A. Nasti

Stony Brook Dental School (UNITED STATES)
Dental students must manage multiple sources of stress especially during their formative clinical years in dental school. Simultaneously, as part of being a professional, these same students have an inherent responsibility of serving in a leadership role while in dental school. It is recognized that the development of coping mechanisms to diminish the damaging effects of the constant and increasing intensity of the levels of stress is important for every level of dental students. This study evaluated a peer mentoring program at Stony Brook Dental School to determine student perceptions of its benefits and to identify areas for improvement. Data were collected through a monthly survey sent out to all Year 2 and Year 3 dental students.
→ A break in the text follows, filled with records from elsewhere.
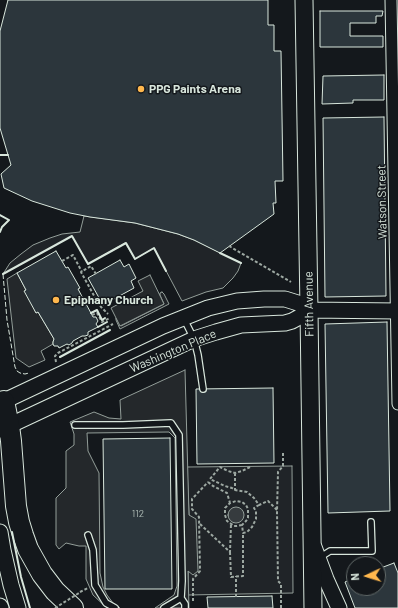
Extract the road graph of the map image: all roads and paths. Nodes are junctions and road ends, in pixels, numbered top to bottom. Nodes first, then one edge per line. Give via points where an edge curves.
1 (304, 0) edge
2 (391, 0) edge
3 (229, 246) dead end
4 (62, 261) dead end
5 (82, 272) junction
6 (96, 274) dead end
7 (291, 282) dead end
8 (310, 310) junction
9 (397, 311) edge
10 (108, 314) dead end
11 (92, 315) dead end
12 (183, 317) junction
13 (110, 318) dead end
14 (114, 324) dead end
15 (194, 339) junction
16 (56, 362) dead end
17 (203, 389) dead end
18 (1, 398) edge
19 (398, 404) edge
20 (75, 425) dead end
21 (5, 428) edge
22 (283, 454) dead end
23 (250, 467) dead end
24 (235, 473) junction
25 (210, 479) junction
26 (208, 482) junction
27 (235, 490) junction
28 (230, 502) junction
29 (260, 505) junction
30 (277, 511) junction
31 (371, 522) dead end
32 (200, 524) junction
33 (231, 524) junction
34 (242, 525) junction
35 (0, 532) edge
36 (243, 533) junction
37 (88, 535) dead end
38 (312, 543) junction
39 (230, 552) junction
40 (318, 559) junction
41 (236, 576) junction
42 (236, 597) dead end
43 (181, 598) junction
44 (76, 599) edge
45 (193, 602) dead end
46 (18, 608) edge
47 (55, 608) edge
48 (116, 608) edge
49 (164, 608) edge
50 (185, 608) edge
51 (281, 608) edge
52 (313, 608) edge
53 (339, 608) edge

1 - 8 main road, Fifth Avenue
2 - 9 street, Watson Street
3 - 7 path
4 - 5 path via 73,255
5 - 6 path via 91,266
5 - 10 path via 98,303
8 - 9 main road
8 - 12 main road via 285,299 264,299 237,301
8 - 15 main road, Washington Place via 285,323 241,326
8 - 38 main road, Fifth Avenue
9 - 19 street, Watson Street
11 - 13 path via 96,313 102,322
12 - 15 lane
12 - 18 main road
14 - 16 path via 58,353 55,356
15 - 17 lane
15 - 21 main road, Washington Place
18 - 21 highway
20 - 43 lane via 171,423 179,434
21 - 44 highway via 22,535 42,574 55,591
22 - 30 path via 283,466 278,472
23 - 24 path
24 - 25 path via 220,468
24 - 27 path
25 - 26 path
25 - 27 path
26 - 28 path via 227,493
26 - 32 path via 192,499 192,509 199,517
27 - 29 path via 247,492
28 - 33 path via 225,508 225,515
28 - 34 path via 242,502 246,505 248,515
29 - 30 path via 268,501
29 - 36 path via 254,508 256,519 252,526
30 - 51 path
31 - 40 lane via 372,551 330,551
32 - 39 path
32 - 45 path via 200,572 193,579
33 - 34 path
33 - 39 path
34 - 36 path
35 - 46 main road
36 - 41 path via 243,576
37 - 48 lane via 93,550 95,585 106,603
38 - 40 main road
38 - 52 main road, Fifth Avenue
39 - 41 path via 231,576
40 - 53 main road
41 - 42 path
43 - 49 lane
43 - 50 lane
44 - 47 path, bridge

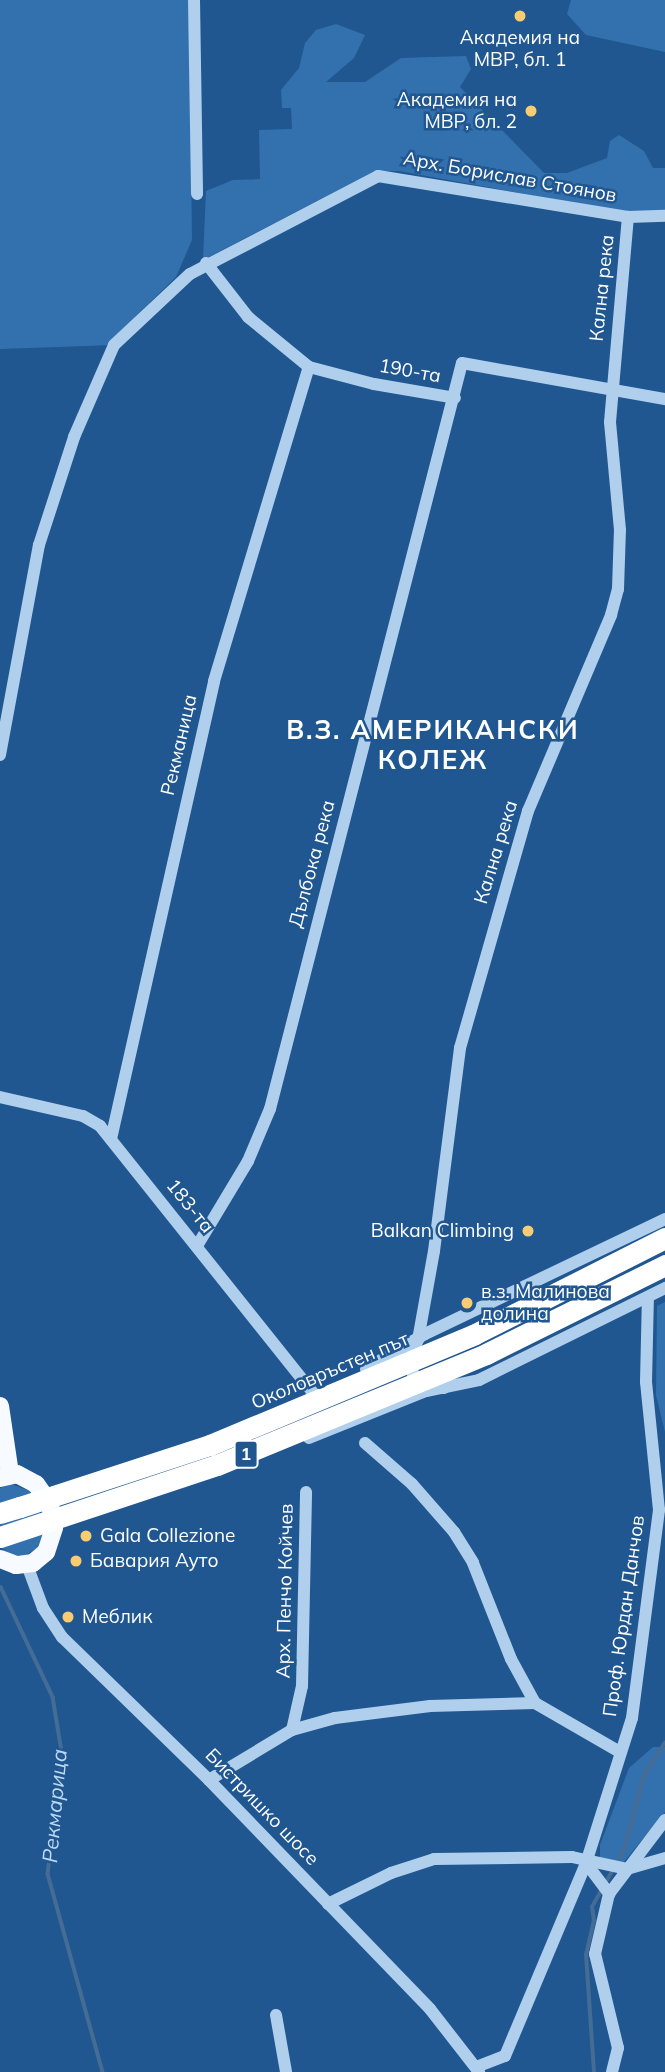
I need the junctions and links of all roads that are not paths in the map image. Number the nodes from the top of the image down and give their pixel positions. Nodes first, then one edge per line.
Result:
1 (194, 0) edge
2 (197, 194) dead end
3 (665, 216) edge
4 (628, 217) junction
5 (206, 263) junction
6 (309, 367) junction
7 (611, 389) junction
8 (455, 398) junction
9 (665, 400) edge
10 (0, 755) edge
11 (0, 1097) edge
12 (111, 1139) junction
13 (665, 1219) edge
14 (665, 1238) edge
15 (197, 1246) junction
16 (665, 1265) edge
17 (665, 1288) edge
18 (648, 1297) junction
19 (418, 1340) junction
20 (444, 1388) junction
21 (314, 1394) junction
22 (0, 1406) edge
23 (365, 1443) dead end
24 (660, 1460) edge
25 (5, 1476) edge
26 (39, 1487) junction
27 (306, 1492) dead end
28 (0, 1513) edge
29 (0, 1536) edge
30 (53, 1538) junction
31 (2, 1561) edge
32 (27, 1565) junction
33 (535, 1703) junction
34 (292, 1730) junction
35 (620, 1752) junction
36 (209, 1780) junction
37 (665, 1820) edge
38 (665, 1858) edge
39 (586, 1863) junction
40 (626, 1869) junction
41 (609, 1894) junction
42 (328, 1904) junction
43 (276, 2015) dead end
44 (478, 2069) edge
45 (286, 2072) edge
46 (612, 2072) edge

1 - 2 street
3 - 4 street, Арх. Борислав Стоянов
4 - 5 street, Арх. Борислав Стоянов
4 - 7 street, Кална река
5 - 6 street, 190-та
5 - 10 street, Арх. Борислав Стоянов
6 - 8 street, 190-та
6 - 12 street, Рекманица
7 - 8 street, 190-та
7 - 9 street, 190-та
7 - 19 street, Кална река
8 - 15 street, Дълбока река
11 - 12 street, 183-та
12 - 15 street, 183-та
13 - 19 street
14 - 28 highway, Околовръстен път / 1, bridge
15 - 21 street, 183-та
16 - 29 highway, 1, bridge
17 - 18 street
18 - 20 street
18 - 24 street, Проф. Юрдан Данчов
19 - 20 street, Кална река
19 - 21 street
20 - 30 street
21 - 26 street
22 - 25 main road
23 - 33 street
24 - 35 street, Проф. Юрдан Данчов
25 - 26 main road
26 - 30 main road
27 - 34 street, Арх. Пенчо Койчев
30 - 32 main road
31 - 32 main road
32 - 36 street, Бистришко шосе
33 - 34 street
33 - 35 street
34 - 36 street
35 - 39 street, Проф. Юрдан Данчов
36 - 42 street, Бистришко шосе
37 - 40 street
38 - 40 street
39 - 40 street
39 - 41 street
39 - 42 street
39 - 44 street, Проф. Юрдан Данчов
40 - 41 street
41 - 46 street
42 - 44 street, Бистришко шосе
43 - 45 street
The twenty item survey was based on anonymous student responses prior to the posting of final grades to elicit student assessment of the peer mentoring program, from both a mentor and mentee perspective. Ninety percent of the student body participated with representation from our D-2 and D-3 student body population. The second year students were the recipients of the mentoring and the third year students were carefully calibrated to enable them to be the leaders of this program. Year 2 students found this peer mentoring program an effective tool in the development of the critical thinking skills deemed necessary by the third year students who had successfully completed the clinical course a few months prior. The instruction and training provided during these sessions was not tutoring – a reiteration of the material presented in class – but rather additional content that would facilitate the student’s success in the course. Various strategies, that may otherwise be obvious to someone who has gone through the course, are given to incoming students as an aid to their mastery of the material and techniques. Year 3 students found this peer mentoring program an effective tool in the development of their leadership skills and further mastery of and exposure to the foundation knowledge they had already learned. This study suggests that supplemental instruction is an important part of the overall learning process.